The FERC also ultimately held that SFPP was not required to pay reparations or
refunds for Watson Station gathering enhancement fees charged prior to filing a
FERC tariff for that service.

   In April 2003, SFPP paid complainants and other shippers reparations and/or
refunds as required by FERC's orders. In August 2003, SFPP paid shippers an
additional refund as required by FERC's most recent order in the Docket No.
OR92-8 et al. proceedings. We made payments of $44.9 million in 2003 for
reparations and refunds under order from the FERC.

   Beginning in 1999, SFPP, the complainants and intervenor Ultramar Diamond
Shamrock Corporation (now part of Valero Energy Corporation) filed petitions for
review of FERC's Docket OR92-8 et al. orders in the United States Court of
Appeals for the District of Columbia Circuit. Certain of those petitions were
dismissed by the Court of Appeals as premature, and the remaining petitions were
held in abeyance pending completion of agency action. However, in December 2002,
the Court of Appeals returned to its active docket all petitions to review the
FERC's orders in the case through November 2001 and severed petitions regarding
later FERC orders. The severed orders were held in abeyance for later
consideration.

   Briefing in the Court of Appeals was completed in August 2003, and oral
argument took place on November 12, 2003. The Court of Appeals is expected to
issue its decision in the first or second quarter of 2004.

   Sepulveda proceedings. In December 1995, Texaco filed a complaint at FERC
(Docket No. OR96-2) alleging that movements on SFPP's Sepulveda pipelines (Line
Sections 109 and 110) to Watson Station, in the Los Angeles basin, were subject
to FERC's jurisdiction under the Interstate Commerce Act, and claimed that the
rate for that service was unlawful. Several other West Line shippers filed
similar complaints and/or motions to intervene.

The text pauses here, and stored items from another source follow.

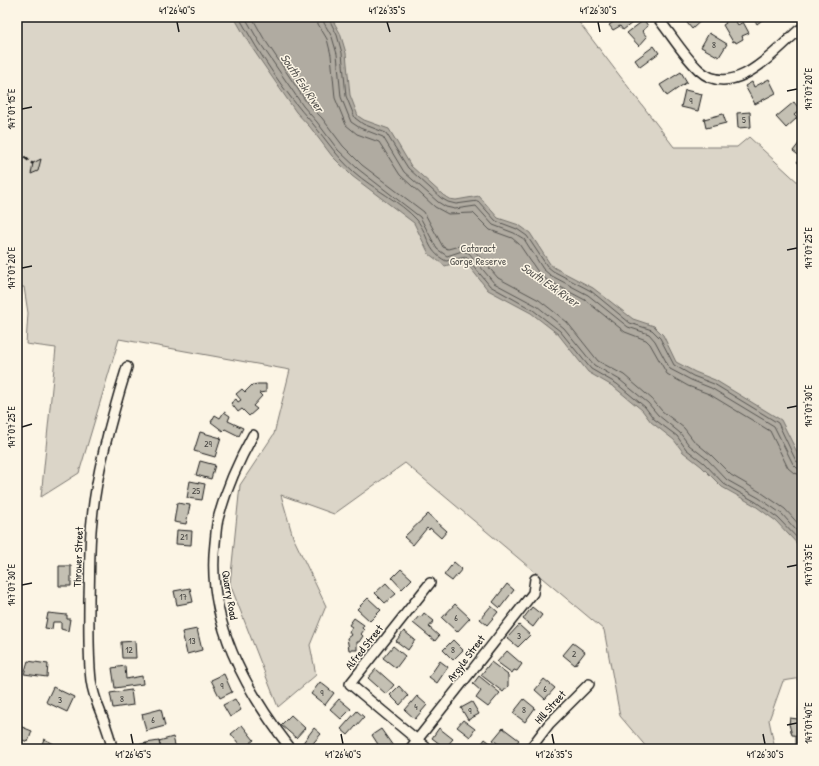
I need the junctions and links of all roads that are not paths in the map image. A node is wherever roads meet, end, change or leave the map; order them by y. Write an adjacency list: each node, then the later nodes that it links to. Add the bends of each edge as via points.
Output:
1 (657, 17): 2 (street, via 700,70 722,80 735,79 747,74)
2 (802, 30)
3 (127, 367): 9 (street, Thrower Street, via 103,457 90,544 91,680 94,698 108,731)
4 (253, 435): 10 (street, Quarry Road, via 229,483 217,520 213,581 224,630 239,670 257,703)
5 (535, 579): 8 (street, Argyle Street, via 533,593)
6 (430, 583): 8 (street, Alfred Street, via 350,684)
7 (589, 684): 13 (street, Hill Street, via 549,724)
8 (417, 740): 11 (street, Argyle Street); 12 (street, Alfred Street)
9 (112, 749)
10 (291, 749)
11 (410, 749)
12 (428, 749)
13 (530, 749)

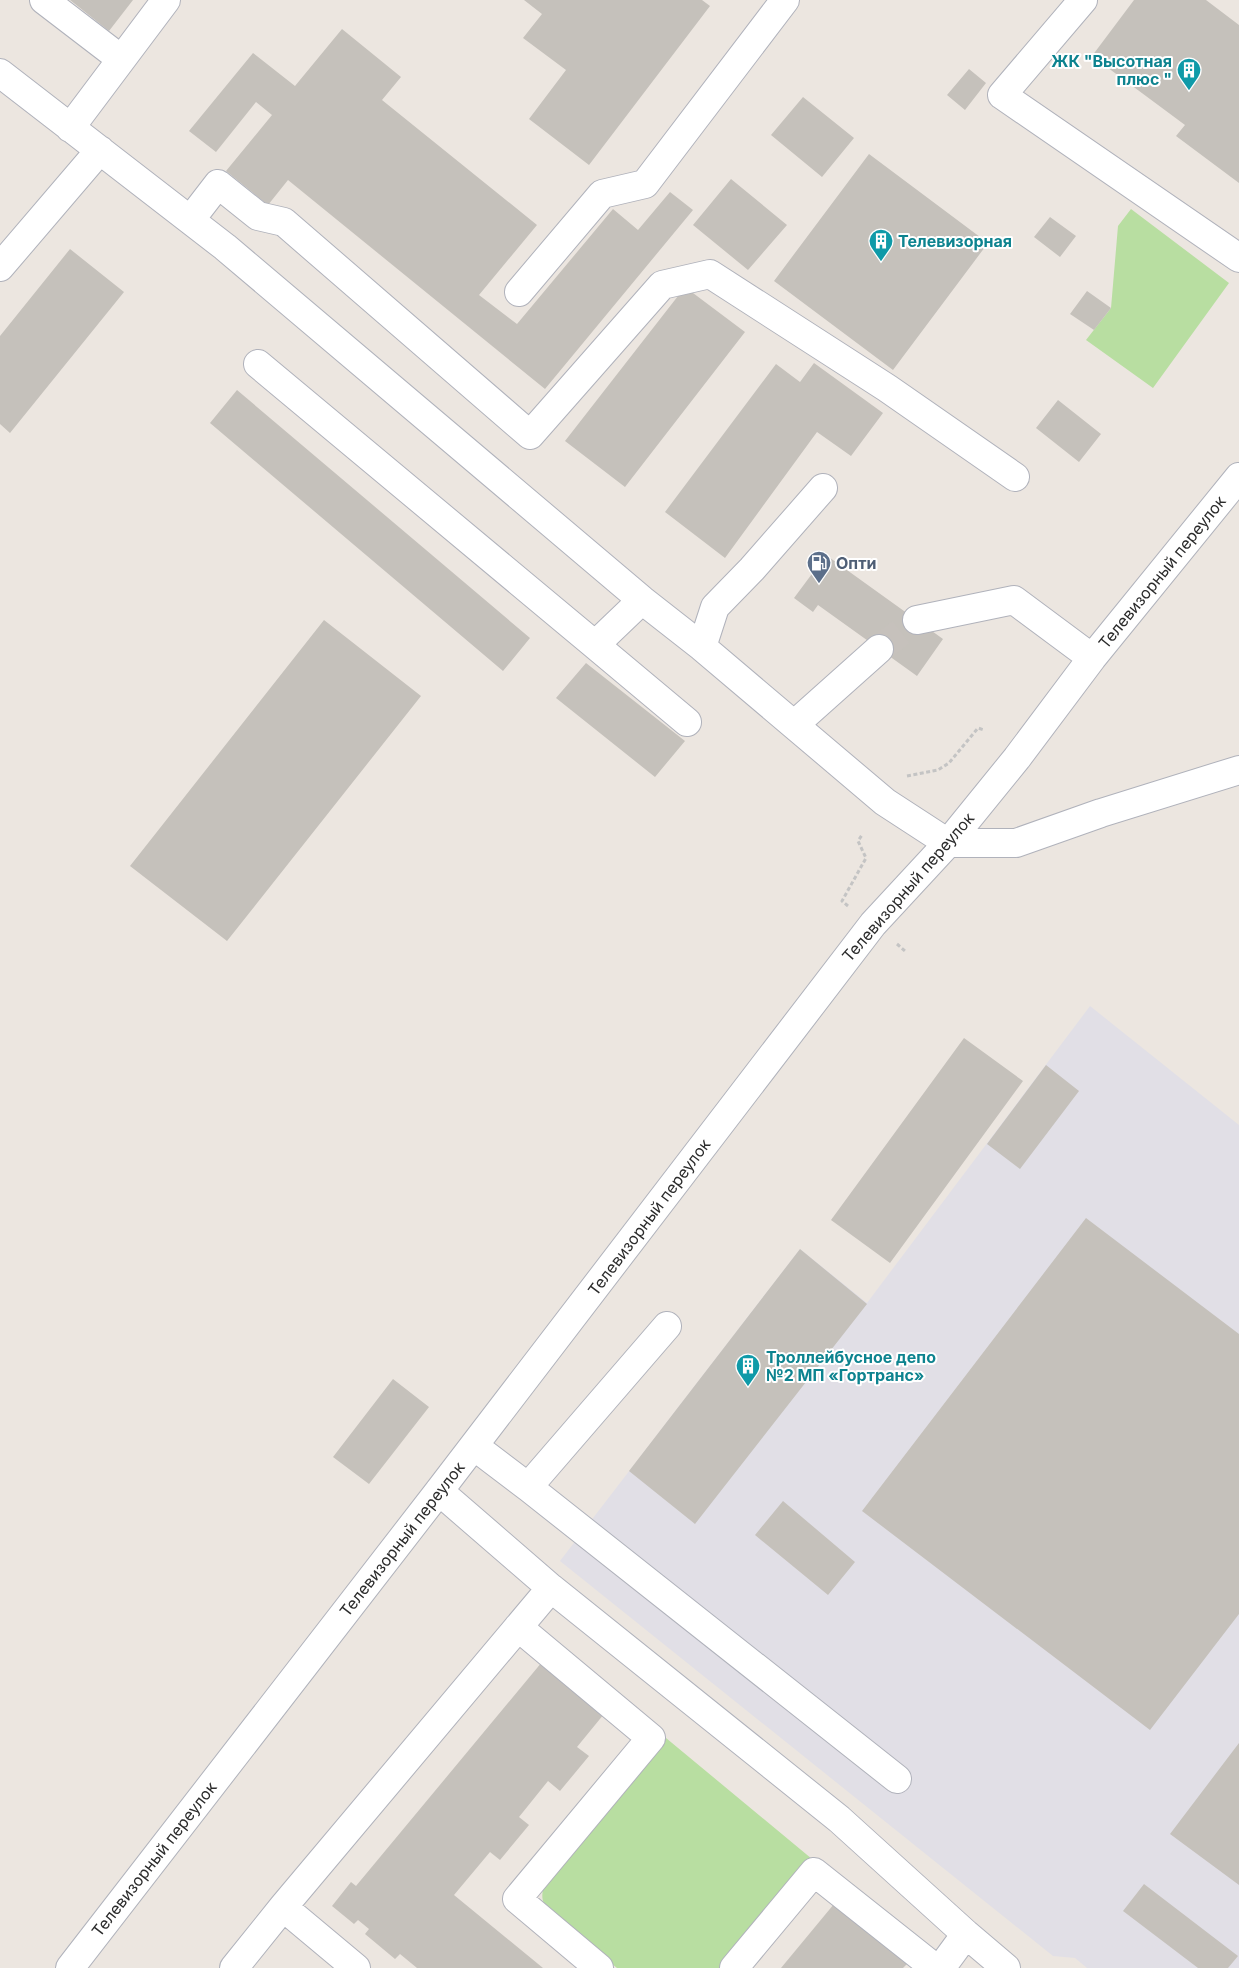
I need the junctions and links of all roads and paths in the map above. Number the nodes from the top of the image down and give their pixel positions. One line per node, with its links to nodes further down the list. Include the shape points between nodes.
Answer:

   Following a hearing in March 1997, a FERC administrative law judge issued an
initial decision holding that the movements on the Sepulveda pipelines were not
subject to FERC jurisdiction. On August 5, 1997, the FERC reversed that
decision. On October 6, 1997, SFPP filed a tariff establishing the initial
interstate rate for movements on the Sepulveda pipelines at the pre-existing
rate of five cents per barrel. Several shippers protested that rate. In December
1997, SFPP filed an application for authority to charge a market-based rate for
the Sepulveda service, which application was protested by several parties. On
September 30, 1998, the FERC issued an order finding that SFPP lacks market
power in the Watson Station destination market and set a hearing to determine
whether SFPP possessed market power in the origin market.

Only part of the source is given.